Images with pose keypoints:
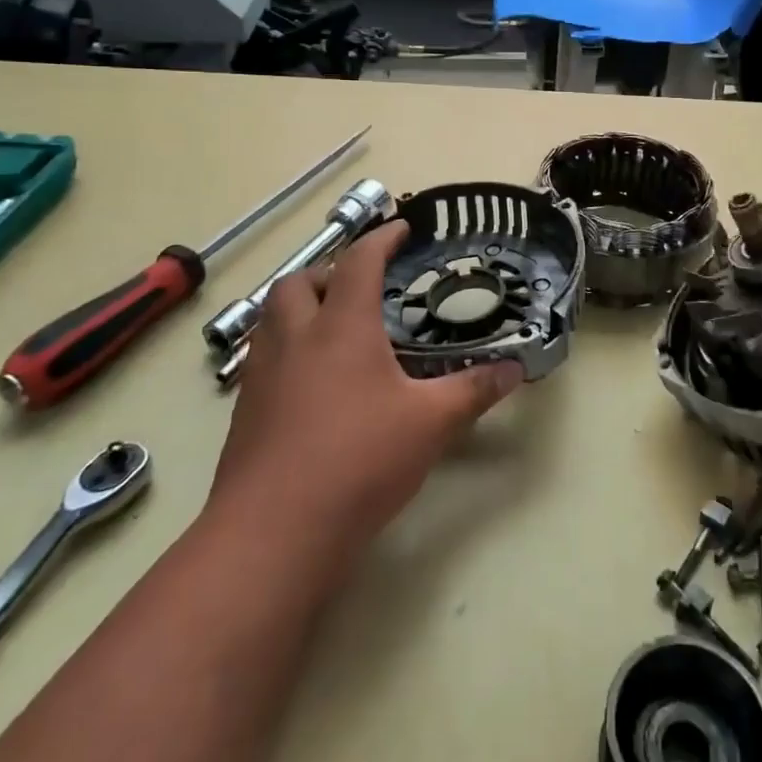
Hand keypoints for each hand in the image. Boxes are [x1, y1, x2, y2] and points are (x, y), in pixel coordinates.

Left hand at [208, 221, 522, 552]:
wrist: (273, 533)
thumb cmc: (358, 460)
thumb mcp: (430, 424)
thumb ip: (474, 391)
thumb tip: (516, 370)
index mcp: (341, 327)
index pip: (359, 262)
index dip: (381, 239)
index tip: (400, 228)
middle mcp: (296, 338)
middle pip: (299, 282)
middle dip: (328, 272)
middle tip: (360, 287)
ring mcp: (262, 375)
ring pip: (271, 318)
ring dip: (301, 307)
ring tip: (334, 328)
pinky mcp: (245, 411)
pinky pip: (263, 357)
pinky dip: (287, 348)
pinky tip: (312, 382)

→ TASK DESCRIPTION
Repeat the line that contains "ring mcp: (262, 375)", then every line after it until the records end, with nothing added.

→ RESULT FOR THIS EXERCISE
ring mcp: (262, 375)
ring pip: (271, 318)
ring dip: (301, 307)
ring tip: (334, 328)
pinky mcp: (245, 411)
pinky pip: (263, 357)
pinky dip: (287, 348)
pinky tip: (312, 382)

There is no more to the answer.